Imagine being a licensed driver sent back to a driving school as a punishment for an infraction. You would have to sit through several long lessons studying the basics you already know until you arrive at the part you were negligent about and need to refine. As undesirable and unproductive as this may sound, this shocking level of disconnect is easily found in corporate training, where time must not be squandered. This is how employees feel when they are dragged through a course filled with “I already know this, though” modules.

In order to prevent learners from restudying what they have mastered and flying over the content they don’t understand, it is necessary to customize their learning path accordingly. That is where adaptive learning comes into play. The premise is simple, yet powerful: by analyzing learners’ progress and performance the system is able to find areas where they struggle and ways for them to engage with that content more effectively.

In practice, the algorithm will collect users’ data and use it to set new goals according to that individual learner’s progress. In addition to the goals, it can determine which of the available learning approaches is the most appropriate to suit that employee’s learning needs. With that in mind, here is how companies can profit from seeking an e-learning development company to deploy a personalized learning initiative.

It improves learning retention

While it is self-evident that humans aren’t all the same—and so they need different teaching approaches—it is still worthwhile to see how meaningful the impact of custom learning is. The Colorado Technical University experimented with its own adaptive learning platform in courses whose retention rate they aimed at improving, such as Accounting. The results were impressive beyond expectations: the pass rate rose by 27%, the final grades by 10%, and the course retention rate rose from 9% to a staggering 95%.

Feedback from the students who had access to their own custom-tailored learning path also helped assess the initiative; they felt they could truly rely on the program. The reason lies in the premise of adaptation itself: as the algorithm shapes the course through the learner’s data, the program looks more like them and focuses on the skills they need to master as opposed to being a generic pool of information they don’t know how to approach.

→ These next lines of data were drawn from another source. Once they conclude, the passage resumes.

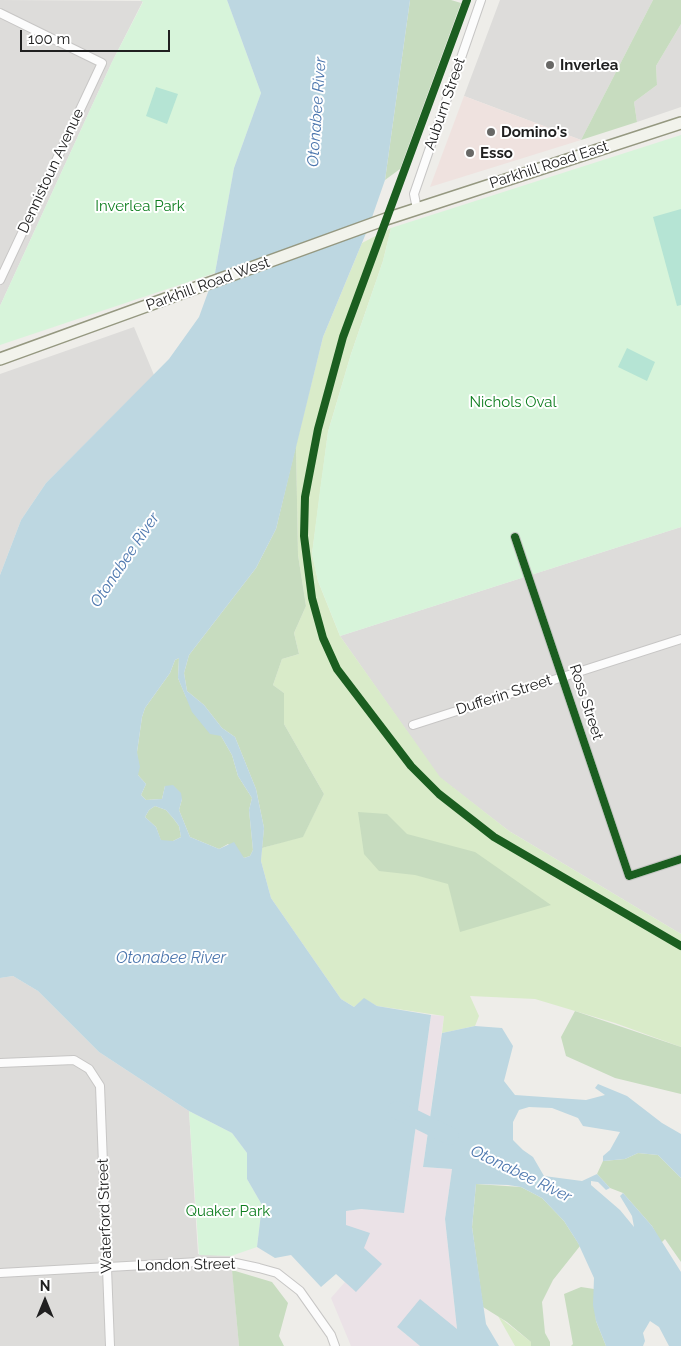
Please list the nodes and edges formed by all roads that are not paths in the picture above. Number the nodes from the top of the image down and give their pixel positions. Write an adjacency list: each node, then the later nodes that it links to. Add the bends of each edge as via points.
1 (481, 0): 4 (street, Auburn Street, via 414,194)
2 (0, 13): 5 (street, Dennistoun Avenue, via 102,63)
3 (681, 123): 4 (main road, Parkhill Road East)
4 (417, 208): 6 (main road, Parkhill Road West)
5 (0, 280)
6 (0, 359)
7 (515, 536): 9 (street, Ross Street)
8 (681, 640): 9 (street, Dufferin Street)
9 (563, 676): 10 (street, Dufferin Street); 11 (street, Ross Street, via 629,876)
10 (413, 725)
11 (681, 859)
12 (0, 1063): 13 (street, Waterford Street, via 74,1060 89,1069 100,1086)
13 (107, 1268): 14 (street, London Street); 15 (street, Waterford Street); 16 (street, London Street, via 231,1262 277,1274 300,1291 331,1335)
14 (0, 1272)
15 (110, 1346)
16 (335, 1346)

It can save you time (and money too)

“Time-consuming” is a description no decision maker likes, especially in training, where it means removing employees from work for a long time. Areas in which time off work can substantially affect the group’s performance and company’s revenue, such as skilled professionals and those who deal directly with clients, the longer they are away the bigger the damage. Naturally, then, efficient ways to speed training up are always welcome.

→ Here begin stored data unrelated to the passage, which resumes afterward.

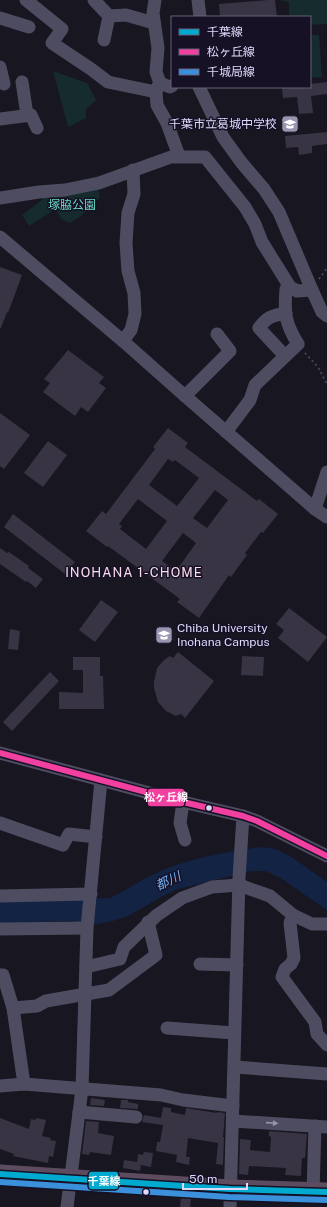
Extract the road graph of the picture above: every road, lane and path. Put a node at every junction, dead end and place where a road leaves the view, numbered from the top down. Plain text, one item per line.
1 (26, 0) edge
2 (94, 0) edge
3 (155, 0) edge
4 (198, 0) edge
5 (109, 16) junction
6 (200, 16) edge
7 (0, 18) edge
8 (154, 23) junction
9 (29, 27) dead end
10 (104, 40) dead end
11 (0, 66) edge
12 (22, 82) dead end
13 (4, 84) dead end
14 (162, 87) edge
15 (199, 88) edge
16 (27, 115) junction
17 (0, 119) edge
18 (36, 128) dead end
19 (179, 156) junction
20 (134, 170) junction
21 (0, 198) edge
22 (0, 237) edge
23 (290, 287) junction
24 (312, 290) junction
25 (286, 314) junction
26 (327, 316) edge
27 (217, 334) dead end
28 (123, 341) junction
29 (298, 344) junction
30 (285, 356) junction
31 (327, 384) edge
32 (184, 396) junction
33 (226, 432) junction
34 (327, 472) edge
35 (315, 509) junction
36 (327, 517) edge
37 (0, 753) edge
38 (101, 780) junction
39 (183, 802) junction
40 (243, 816) junction
41 (0, 823) edge
42 (96, 837) junction
43 (185, 840) dead end
44 (327, 856) edge
45 (239, 881) junction
46 (91, 894) junction
47 (0, 896) edge
48 (293, 915) junction
49 (148, 922) junction
50 (327, 924) edge
51 (87, 928) junction
52 (0, 929) edge
53 (200, 964) dead end
54 (236, 965) junction
55 (86, 967) junction
56 (0, 975) edge
57 (85, 995) junction
58 (13, 1008) junction
59 (167, 1028) dead end
60 (234, 1033) junction
61 (327, 1045) edge
62 (235, 1067) junction
63 (327, 1074) edge
64 (24, 1084) junction
65 (0, 1086) edge
66 (82, 1088) junction
67 (233, 1106) junction
68 (79, 1112) junction
69 (136, 1117) dead end
70 (233, 1121) junction
71 (321, 1126) edge
72 (0, 1174) edge
73 (71, 1179) junction
74 (320, 1192) edge
75 (230, 1198) edge
76 (67, 1207) edge

1 - 14 street
2 - 5 street
3 - 8 street
4 - 6 street
5 - 8 street
5 - 10 street
7 - 9 street
8 - 14 street
11 - 13 street
12 - 16 street
14 - 19 street
15 - 24 street
16 - 17 street
16 - 18 street
19 - 20 street
19 - 23 street
20 - 21 street
20 - 28 street
22 - 28 street
23 - 24 street
23 - 25 street
24 - 26 street
25 - 29 street
25 - 30 street
27 - 32 street
28 - 32 street
29 - 30 street
29 - 31 path
30 - 33 street
32 - 33 street
33 - 35 street
34 - 35 street
35 - 36 street
37 - 38 street
38 - 39 street
38 - 42 street
39 - 40 street
39 - 43 street
40 - 44 street
40 - 45 street
41 - 42 street
42 - 46 street
45 - 48 street
45 - 49 street
45 - 54 street
46 - 47 street
46 - 51 street
48 - 50 street
48 - 61 street
49 - 55 street
49 - 57 street
51 - 52 street
51 - 55 street
53 - 54 street
54 - 60 street
55 - 57 street
56 - 58 street
57 - 58 street
57 - 66 street
58 - 64 street
59 - 60 street
60 - 62 street
62 - 63 street
62 - 67 street
64 - 65 street
64 - 66 street
66 - 67 street
66 - 68 street
67 - 70 street
68 - 69 street
68 - 73 street
70 -> 71 street
70 - 75 street
71 - 74 street
72 - 73 highway
73 - 75 highway
73 - 76 street
74 - 75 highway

A study involving several American learning institutions found that when compared to the traditional course, experimental adaptive learning courseware resulted in students’ covering 33% more content in the same amount of time. Additionally, these students achieved gains around six times higher than the control group. Achieving more gains demands less time reviewing, and combined with time savings, it results in a notable productivity boost.

Since adaptive learning tailors the content to the learner’s needs, it speeds up the learning process. The traditional assumption underlying a standardized learning path is that everyone engaging with the course is equally unprepared and, therefore, needs to be given an equal amount of learning content.

But some of the employees undertaking the course might be knowledgeable about some areas of the job due to their experience. That is particularly true when onboarding newcomers; chances are they carry substantial know-how from their previous position and only need targeted skill enhancement and getting used to the company’s idiosyncrasies.

It closes (hidden) competency gaps

Training demands to make employees ready to deal with all the different challenges their job entails. Businesses need to ensure no skill lapses exist. You wouldn’t want your dentist to fetch their instruments and tell you, “I hope I can use these burs right. I didn’t learn that part very well at college.” However, no company is free from the absurdity of this scenario if it does not ensure its members are satisfactorily trained in the different skills they need to know.

However, it must be noted that your employee won’t necessarily realize they don’t know an important skill. This issue, called unconscious incompetence is what happens, for example, when a sales rep overrates their own knowledge about the product they sell—which makes them ineffective when presenting the product and/or vulnerable to further questions by clients. A study found that the number of employees unconsciously incompetent in indispensable areas is between 20% and 40%. Aren’t those numbers concerning? The algorithm behind adaptive learning uses actual data to customize the path, so no illusion of perceived knowledge remains.

It shows administrators (and employees) where to focus

Having access to different users’ data means knowing which areas to focus on. If, for instance, the safety procedures module is in a noticeably higher demand when compared to other areas, then it deserves extra attention and regularly updated content. That means also understanding what concepts are redundant or even over-represented. This awareness can be instrumental to reassess the course itself so as to ensure its relevance.

An extra benefit is that this same knowledge encourages learner self-criticism through diagnosis. Presenting an employee with a new personalized roadmap resulting from their current status shows them what their weaknesses are, as well as what approach suits them better. Self-aware employees can both study at the platform and further investigate the particular topics in which they lack competence by themselves if needed.

To sum it up

Adaptive learning is a momentous progress in corporate training because it considers learners’ undeniable particularities during the process. We don’t all learn similarly, nor are we equally leveled at the start, so why should the teaching process disregard individuality? Instead, it makes training more realistic by teaching what one needs to learn in less time through an optimal path. Isn’t that efficiency?